Copyright Jana Schaich Borg/Attribution-NonCommercial 4.0 International (CC BY-NC 4.0)

MySQL Exercise 4: Summarizing your Data

Last week you practiced retrieving and formatting selected subsets of raw data from individual tables in a database. In this lesson we are going to learn how to use SQL to run calculations that summarize your data without having to output all the raw rows or entries.
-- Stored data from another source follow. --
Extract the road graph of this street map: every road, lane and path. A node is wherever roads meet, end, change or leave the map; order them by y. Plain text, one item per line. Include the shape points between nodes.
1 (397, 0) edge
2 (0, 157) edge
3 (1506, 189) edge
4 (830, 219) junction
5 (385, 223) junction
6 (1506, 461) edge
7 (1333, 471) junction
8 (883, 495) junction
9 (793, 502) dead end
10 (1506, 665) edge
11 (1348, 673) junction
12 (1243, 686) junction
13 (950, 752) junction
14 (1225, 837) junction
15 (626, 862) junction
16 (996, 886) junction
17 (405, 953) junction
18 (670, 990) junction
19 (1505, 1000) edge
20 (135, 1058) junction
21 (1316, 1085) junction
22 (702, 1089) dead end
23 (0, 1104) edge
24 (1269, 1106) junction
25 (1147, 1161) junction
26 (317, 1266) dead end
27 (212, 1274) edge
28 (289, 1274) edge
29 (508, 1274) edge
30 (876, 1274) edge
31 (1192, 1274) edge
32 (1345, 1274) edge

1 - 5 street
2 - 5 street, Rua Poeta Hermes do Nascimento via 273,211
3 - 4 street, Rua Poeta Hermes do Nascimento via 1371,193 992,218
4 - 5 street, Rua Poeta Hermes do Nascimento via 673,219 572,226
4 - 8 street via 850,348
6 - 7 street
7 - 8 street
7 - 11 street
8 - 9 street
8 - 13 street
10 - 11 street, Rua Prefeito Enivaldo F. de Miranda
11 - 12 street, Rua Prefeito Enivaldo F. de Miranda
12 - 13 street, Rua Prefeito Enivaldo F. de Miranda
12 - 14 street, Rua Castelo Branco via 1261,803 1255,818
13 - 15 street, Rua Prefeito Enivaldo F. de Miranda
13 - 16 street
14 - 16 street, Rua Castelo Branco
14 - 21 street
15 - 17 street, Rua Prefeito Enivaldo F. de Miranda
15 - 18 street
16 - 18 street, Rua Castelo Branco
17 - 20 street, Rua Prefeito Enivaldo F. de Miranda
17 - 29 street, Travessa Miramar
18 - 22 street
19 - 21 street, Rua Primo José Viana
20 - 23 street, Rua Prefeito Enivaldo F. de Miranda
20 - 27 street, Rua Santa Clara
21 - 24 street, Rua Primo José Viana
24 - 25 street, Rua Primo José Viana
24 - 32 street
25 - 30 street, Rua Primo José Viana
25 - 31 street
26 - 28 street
These calculations will serve as building blocks for the queries that will address our business questions about how to improve Dognition test completion rates.

These are the five most common aggregate functions used to summarize information stored in tables:

You will use COUNT and SUM very frequently.
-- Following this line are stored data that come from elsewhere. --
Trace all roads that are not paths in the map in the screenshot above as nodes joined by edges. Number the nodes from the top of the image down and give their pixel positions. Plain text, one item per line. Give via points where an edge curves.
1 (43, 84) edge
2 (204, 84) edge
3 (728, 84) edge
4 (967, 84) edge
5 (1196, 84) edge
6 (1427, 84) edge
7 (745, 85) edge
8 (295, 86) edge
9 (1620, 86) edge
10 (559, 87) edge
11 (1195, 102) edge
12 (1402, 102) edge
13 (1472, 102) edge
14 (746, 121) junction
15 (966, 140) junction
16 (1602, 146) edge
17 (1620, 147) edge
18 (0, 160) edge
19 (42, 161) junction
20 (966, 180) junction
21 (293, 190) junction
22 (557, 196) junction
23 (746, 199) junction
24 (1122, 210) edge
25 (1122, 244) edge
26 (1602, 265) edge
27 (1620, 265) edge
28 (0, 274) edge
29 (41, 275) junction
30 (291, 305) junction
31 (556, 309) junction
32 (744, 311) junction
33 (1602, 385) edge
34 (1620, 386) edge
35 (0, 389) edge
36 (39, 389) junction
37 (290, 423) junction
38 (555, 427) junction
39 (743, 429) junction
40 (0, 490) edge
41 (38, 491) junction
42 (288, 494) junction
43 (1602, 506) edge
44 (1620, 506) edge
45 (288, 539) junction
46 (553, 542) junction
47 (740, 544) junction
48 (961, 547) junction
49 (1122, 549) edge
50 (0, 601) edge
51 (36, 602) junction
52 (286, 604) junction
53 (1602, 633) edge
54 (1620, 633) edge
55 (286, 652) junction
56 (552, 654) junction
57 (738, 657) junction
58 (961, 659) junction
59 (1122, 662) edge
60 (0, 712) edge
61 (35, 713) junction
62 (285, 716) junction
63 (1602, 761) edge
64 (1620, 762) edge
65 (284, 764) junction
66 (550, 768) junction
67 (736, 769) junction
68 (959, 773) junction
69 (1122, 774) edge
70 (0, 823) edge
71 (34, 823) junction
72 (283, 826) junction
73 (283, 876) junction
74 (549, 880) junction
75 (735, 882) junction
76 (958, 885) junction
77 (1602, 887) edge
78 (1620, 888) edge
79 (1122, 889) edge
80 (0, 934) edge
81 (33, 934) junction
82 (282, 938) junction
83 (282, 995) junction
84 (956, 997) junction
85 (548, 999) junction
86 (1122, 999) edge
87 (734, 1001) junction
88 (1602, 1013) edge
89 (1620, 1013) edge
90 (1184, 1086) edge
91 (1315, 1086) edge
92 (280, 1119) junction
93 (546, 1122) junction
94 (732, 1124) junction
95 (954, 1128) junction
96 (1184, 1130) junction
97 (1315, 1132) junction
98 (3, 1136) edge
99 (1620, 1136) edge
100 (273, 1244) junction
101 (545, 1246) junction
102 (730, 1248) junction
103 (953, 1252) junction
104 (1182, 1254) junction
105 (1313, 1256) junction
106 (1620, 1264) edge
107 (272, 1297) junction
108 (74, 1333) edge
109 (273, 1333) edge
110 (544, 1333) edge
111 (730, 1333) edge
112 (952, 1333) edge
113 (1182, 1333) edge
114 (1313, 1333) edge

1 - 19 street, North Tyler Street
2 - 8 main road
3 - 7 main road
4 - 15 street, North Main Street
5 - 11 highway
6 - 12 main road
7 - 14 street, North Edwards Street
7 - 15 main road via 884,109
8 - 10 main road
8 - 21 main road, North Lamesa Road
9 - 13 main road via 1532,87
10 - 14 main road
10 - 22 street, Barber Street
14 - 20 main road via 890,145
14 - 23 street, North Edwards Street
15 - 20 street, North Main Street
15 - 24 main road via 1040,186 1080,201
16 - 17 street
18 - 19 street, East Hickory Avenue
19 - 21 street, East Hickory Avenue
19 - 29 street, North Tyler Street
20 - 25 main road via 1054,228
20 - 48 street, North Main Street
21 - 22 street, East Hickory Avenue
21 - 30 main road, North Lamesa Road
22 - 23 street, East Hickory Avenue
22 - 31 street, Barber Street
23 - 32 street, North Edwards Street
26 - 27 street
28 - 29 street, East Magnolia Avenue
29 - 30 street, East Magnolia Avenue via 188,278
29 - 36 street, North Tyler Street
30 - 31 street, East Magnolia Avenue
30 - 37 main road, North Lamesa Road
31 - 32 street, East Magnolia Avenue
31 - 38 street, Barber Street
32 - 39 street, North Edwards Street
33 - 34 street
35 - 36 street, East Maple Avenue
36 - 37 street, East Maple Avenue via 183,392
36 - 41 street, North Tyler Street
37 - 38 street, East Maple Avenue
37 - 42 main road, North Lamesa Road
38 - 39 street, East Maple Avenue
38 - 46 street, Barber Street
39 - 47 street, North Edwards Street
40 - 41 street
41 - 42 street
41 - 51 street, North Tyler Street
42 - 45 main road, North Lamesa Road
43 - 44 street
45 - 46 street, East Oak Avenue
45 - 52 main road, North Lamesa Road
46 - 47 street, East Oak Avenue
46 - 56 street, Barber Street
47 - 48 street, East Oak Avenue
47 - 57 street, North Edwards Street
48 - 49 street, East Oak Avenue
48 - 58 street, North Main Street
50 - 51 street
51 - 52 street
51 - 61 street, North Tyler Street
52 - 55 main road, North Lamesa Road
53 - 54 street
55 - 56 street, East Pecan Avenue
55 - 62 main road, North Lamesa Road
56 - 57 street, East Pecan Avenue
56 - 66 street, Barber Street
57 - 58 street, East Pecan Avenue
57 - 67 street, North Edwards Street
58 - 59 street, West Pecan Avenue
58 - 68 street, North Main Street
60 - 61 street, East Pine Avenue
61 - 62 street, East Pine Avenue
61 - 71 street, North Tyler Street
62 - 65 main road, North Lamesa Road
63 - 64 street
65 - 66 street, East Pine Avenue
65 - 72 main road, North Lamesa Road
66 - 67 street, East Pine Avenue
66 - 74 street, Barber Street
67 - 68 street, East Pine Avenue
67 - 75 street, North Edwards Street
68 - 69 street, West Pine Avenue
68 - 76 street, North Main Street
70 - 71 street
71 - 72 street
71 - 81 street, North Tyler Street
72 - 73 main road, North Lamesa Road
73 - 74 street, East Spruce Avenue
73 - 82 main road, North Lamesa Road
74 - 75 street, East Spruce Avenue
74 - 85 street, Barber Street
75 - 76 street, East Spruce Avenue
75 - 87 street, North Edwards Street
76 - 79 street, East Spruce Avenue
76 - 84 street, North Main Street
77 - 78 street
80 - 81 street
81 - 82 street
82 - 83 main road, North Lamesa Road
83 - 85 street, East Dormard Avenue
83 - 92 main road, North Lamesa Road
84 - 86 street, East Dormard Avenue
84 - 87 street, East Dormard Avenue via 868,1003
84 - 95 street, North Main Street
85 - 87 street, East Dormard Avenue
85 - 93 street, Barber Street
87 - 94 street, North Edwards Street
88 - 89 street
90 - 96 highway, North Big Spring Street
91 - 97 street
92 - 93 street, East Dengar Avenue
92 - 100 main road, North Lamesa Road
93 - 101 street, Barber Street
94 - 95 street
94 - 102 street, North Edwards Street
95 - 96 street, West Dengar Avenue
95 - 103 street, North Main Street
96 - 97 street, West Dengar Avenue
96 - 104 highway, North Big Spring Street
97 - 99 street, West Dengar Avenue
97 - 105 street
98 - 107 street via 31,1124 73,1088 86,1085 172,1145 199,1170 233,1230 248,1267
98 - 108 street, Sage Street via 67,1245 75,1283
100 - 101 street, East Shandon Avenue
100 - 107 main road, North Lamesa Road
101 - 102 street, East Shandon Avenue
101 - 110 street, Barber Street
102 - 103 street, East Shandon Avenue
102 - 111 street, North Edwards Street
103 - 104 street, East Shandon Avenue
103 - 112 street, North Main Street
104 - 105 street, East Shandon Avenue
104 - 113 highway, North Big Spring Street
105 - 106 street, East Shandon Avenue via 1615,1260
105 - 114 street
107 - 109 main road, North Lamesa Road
COUNT is the only aggregate function that can work on any type of variable. The other four aggregate functions are only appropriate for numerical data.

All aggregate functions require you to enter either a column name or a "*" in the parentheses after the function word.

Let's begin by exploring the COUNT function.

1. The COUNT function

First, load the sql library and the Dognition database, and set dognition as the default database.


In [1]:
%load_ext sql
%sql mysql://studentuser:studentpw@mysqlserver/dognitiondb
%sql USE dognitiondb

%config SqlMagic.displaylimit=25


0 rows affected.

The Jupyter interface conveniently tells us how many rows are in our query output, so we can compare the results of the COUNT function to the results of our SELECT function. If you run:

SELECT breed
FROM dogs

Jupyter tells that 35050 rows are "affected", meaning there are 35050 rows in the output of the query (although, of course, we have limited the display to only 1000 rows at a time).

Now try running:

SELECT COUNT(breed)
FROM dogs

In [3]:
%%sql
SELECT COUNT(breed)
FROM dogs


1 rows affected.
Out[3]:
COUNT(breed)
35050

COUNT is reporting how many rows are in the breed column in total. COUNT should give you the same output as Jupyter's output without displaying the actual rows of data that are being aggregated.

You can use DISTINCT (which you learned about in MySQL Exercise 3) with COUNT to count all the unique values in a column, but it must be placed inside the parentheses, immediately before the column that is being counted. For example, to count the number of distinct breed names contained within all the entries in the breed column you could query:

SELECT COUNT(DISTINCT breed)
  FROM dogs

What if you wanted to know how many indivdual dogs successfully completed at least one test?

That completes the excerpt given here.